*DIRECTIONS FOR THIS TASK*
Reproduce the entries that follow exactly, dropping each image.

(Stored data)
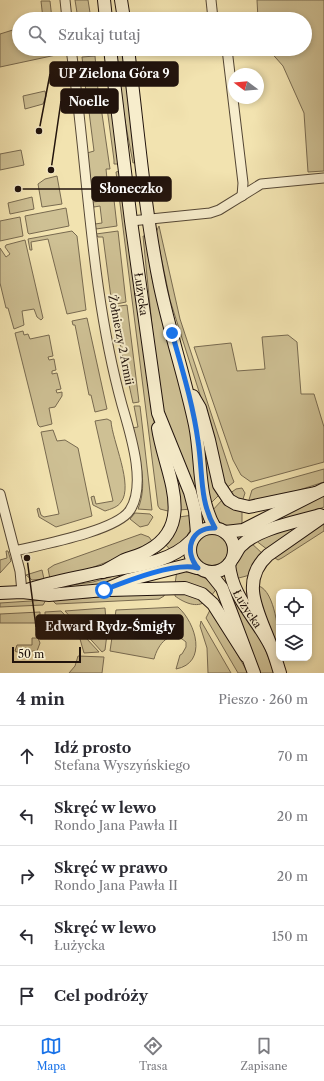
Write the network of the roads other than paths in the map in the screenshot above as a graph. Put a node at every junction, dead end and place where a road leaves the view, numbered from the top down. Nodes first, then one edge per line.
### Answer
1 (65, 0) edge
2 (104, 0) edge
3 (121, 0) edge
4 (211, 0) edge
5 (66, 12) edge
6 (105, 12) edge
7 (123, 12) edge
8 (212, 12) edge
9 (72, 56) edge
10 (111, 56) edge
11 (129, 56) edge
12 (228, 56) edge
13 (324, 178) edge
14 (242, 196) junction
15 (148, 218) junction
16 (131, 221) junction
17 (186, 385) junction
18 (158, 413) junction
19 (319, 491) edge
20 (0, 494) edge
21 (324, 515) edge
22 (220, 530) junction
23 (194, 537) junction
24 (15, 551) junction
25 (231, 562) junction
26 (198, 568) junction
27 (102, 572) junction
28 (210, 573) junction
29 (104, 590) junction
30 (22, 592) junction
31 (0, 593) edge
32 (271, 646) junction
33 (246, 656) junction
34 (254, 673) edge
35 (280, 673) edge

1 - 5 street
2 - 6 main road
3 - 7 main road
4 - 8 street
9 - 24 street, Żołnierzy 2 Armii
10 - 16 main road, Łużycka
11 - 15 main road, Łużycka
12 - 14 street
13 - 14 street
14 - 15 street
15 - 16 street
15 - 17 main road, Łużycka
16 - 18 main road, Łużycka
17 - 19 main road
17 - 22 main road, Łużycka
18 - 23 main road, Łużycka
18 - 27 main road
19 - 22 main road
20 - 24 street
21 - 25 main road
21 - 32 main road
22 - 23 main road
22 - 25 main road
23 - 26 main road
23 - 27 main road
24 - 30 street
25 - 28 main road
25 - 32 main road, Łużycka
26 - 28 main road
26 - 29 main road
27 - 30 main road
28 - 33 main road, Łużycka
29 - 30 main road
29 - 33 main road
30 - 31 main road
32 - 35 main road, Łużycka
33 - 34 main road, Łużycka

*RESPONSE BELOW*
Write the network of the roads other than paths in the map in the screenshot above as a graph. Put a node at every junction, dead end and place where a road leaves the view, numbered from the top down. Nodes first, then one edge per line.
### Answer
1 (65, 0) edge
2 (104, 0) edge
3 (121, 0) edge
4 (211, 0) edge
5 (66, 12) edge
6 (105, 12) edge
7 (123, 12) edge
8 (212, 12) edge
9 (72, 56) edge
10 (111, 56) edge
11 (129, 56) edge
12 (228, 56) edge
13 (324, 178) edge
14 (242, 196) junction
15 (148, 218) junction
16 (131, 221) junction
17 (186, 385) junction
18 (158, 413) junction
19 (319, 491) edge
20 (0, 494) edge
21 (324, 515) edge
22 (220, 530) junction
23 (194, 537) junction
24 (15, 551) junction
25 (231, 562) junction
26 (198, 568) junction
27 (102, 572) junction
28 (210, 573) junction
29 (104, 590) junction
30 (22, 592) junction
31 (0, 593) edge
32 (271, 646) junction
33 (246, 656) junction
34 (254, 673) edge
35 (280, 673) edge

1 - 5 street
2 - 6 main road
3 - 7 main road
4 - 8 street
9 - 24 street, Żołnierzy 2 Armii
10 - 16 main road, Łużycka
11 - 15 main road, Łużycka
12 - 14 street
13 - 14 street
14 - 15 street
15 - 16 street
15 - 17 main road, Łużycka
16 - 18 main road, Łużycka
17 - 19 main road
17 - 22 main road, Łużycka
18 - 23 main road, Łużycka
18 - 27 main road
19 - 22 main road
20 - 24 street
21 - 25 main road
21 - 32 main road
22 - 23 main road
22 - 25 main road
23 - 26 main road
23 - 27 main road
24 - 30 street
25 - 28 main road
25 - 32 main road, Łużycka
26 - 28 main road
26 - 29 main road
27 - 30 main road
28 - 33 main road, Łużycka
29 - 30 main road
29 - 33 main road
30 - 31 main road
32 - 35 main road, Łużycka
33 - 34 main road, Łużycka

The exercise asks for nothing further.